Отчего сии качества в таких разных людях, даже самых простых по своему положению в обществе? А потому, видать, что каждый независим. У каждого из них живёт в душе ощущение некой внутренней свободы.
А свобода — мать и другого чувства, что движет каждым человеком в сей Европе, — достоинства.
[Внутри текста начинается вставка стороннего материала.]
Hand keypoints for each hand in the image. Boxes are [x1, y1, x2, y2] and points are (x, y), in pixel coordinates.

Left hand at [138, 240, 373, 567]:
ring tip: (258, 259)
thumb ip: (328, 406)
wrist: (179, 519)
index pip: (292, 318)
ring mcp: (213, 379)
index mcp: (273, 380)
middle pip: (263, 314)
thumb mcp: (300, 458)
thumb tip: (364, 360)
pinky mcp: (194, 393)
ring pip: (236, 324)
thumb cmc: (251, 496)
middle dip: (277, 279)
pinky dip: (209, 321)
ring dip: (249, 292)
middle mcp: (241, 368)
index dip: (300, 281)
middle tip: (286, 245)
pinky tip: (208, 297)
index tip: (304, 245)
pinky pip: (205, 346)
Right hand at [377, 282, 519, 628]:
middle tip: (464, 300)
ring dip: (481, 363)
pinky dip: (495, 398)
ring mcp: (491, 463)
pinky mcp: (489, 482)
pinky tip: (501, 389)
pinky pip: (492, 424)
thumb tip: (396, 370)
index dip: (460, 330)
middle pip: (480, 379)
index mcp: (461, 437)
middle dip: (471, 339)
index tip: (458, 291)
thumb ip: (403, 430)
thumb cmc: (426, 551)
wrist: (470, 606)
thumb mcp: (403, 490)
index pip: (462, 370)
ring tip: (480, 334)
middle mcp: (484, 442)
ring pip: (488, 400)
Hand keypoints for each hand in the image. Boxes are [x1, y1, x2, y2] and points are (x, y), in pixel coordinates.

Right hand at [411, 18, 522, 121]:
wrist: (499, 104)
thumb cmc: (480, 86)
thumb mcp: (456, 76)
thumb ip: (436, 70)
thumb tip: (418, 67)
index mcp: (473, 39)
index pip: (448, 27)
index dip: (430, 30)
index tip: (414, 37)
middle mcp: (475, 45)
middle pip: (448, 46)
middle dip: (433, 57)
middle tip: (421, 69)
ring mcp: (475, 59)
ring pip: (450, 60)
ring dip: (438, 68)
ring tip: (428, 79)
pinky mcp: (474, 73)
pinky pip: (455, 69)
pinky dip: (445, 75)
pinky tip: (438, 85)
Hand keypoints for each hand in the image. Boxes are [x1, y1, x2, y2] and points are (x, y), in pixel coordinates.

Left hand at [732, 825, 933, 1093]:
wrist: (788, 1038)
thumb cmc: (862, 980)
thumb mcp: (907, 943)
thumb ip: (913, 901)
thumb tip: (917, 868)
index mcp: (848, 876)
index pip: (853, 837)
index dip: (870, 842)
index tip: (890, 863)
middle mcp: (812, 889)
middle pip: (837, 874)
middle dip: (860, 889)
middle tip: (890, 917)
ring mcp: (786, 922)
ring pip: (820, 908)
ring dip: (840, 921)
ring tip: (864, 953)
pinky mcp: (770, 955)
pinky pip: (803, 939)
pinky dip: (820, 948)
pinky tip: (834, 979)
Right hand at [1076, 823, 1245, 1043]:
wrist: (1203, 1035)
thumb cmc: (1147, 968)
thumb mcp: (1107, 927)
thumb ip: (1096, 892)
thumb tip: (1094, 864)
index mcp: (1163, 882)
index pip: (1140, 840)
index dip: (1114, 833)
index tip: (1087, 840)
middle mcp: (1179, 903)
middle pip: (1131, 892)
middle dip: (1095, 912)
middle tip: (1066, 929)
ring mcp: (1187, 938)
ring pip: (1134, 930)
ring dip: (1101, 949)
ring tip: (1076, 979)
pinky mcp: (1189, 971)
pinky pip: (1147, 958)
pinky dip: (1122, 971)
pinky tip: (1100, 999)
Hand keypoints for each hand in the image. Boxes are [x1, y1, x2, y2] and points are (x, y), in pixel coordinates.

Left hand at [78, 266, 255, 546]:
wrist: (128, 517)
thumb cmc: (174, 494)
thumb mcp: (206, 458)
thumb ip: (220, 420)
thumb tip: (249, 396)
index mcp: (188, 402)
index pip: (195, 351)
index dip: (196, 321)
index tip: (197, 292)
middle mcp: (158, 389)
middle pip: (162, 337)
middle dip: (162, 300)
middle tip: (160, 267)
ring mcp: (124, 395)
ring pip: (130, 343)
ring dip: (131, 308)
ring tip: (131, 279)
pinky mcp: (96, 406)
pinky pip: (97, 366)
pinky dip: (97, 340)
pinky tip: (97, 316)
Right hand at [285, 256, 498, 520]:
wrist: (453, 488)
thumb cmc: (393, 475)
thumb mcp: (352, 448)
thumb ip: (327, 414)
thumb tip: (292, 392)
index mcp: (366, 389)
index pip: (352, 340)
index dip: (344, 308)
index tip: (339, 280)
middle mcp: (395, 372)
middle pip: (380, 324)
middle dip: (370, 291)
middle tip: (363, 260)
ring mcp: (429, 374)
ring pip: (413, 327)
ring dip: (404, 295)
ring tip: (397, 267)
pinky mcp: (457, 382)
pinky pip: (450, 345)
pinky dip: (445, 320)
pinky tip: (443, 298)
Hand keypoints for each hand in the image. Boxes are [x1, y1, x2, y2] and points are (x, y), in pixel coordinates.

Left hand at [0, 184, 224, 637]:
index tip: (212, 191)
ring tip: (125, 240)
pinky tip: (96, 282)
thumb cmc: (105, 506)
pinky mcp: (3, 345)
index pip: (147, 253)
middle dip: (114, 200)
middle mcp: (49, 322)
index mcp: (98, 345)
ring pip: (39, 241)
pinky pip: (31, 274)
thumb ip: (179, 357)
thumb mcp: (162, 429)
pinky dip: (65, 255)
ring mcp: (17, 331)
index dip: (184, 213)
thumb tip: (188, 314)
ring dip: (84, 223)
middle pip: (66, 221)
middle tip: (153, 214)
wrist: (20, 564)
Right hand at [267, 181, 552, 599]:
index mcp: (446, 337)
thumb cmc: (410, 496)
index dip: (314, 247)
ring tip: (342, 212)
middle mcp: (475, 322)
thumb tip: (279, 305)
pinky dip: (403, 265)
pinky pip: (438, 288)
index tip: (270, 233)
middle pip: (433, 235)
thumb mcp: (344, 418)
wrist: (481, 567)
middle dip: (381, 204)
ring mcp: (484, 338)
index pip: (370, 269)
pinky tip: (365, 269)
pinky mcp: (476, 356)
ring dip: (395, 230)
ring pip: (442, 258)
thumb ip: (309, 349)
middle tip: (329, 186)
Да-да, на каждом лице, на каждом индивидууме — отпечаток сего спокойного и одновременно гордого чувства.
И не оттого ли та просветлённость лиц, доброжелательность по отношению к вовсе даже не знакомому встречному, что каждый человек здесь знает себе цену?
— Вот куда я тебя забросил своею одною рукою! — оборачивается от окна Александр Иванович, — Отныне ты сам станешь жителем сих краёв — по наружности, манерам и конечно же, языку таким же бюргером, как здешние жители. Однако, надеюсь, сердцем и душою всё будешь русак. Корень твой, тютчевский, а допрежь наш общий, толстовский, должен и здесь, в Неметчине, сохранить свою первородную сущность. Вот как бы и я — прибавил к своему родовому прозванию вроде бы иноземную фамилию Остерманов, но остался русским чистейших кровей.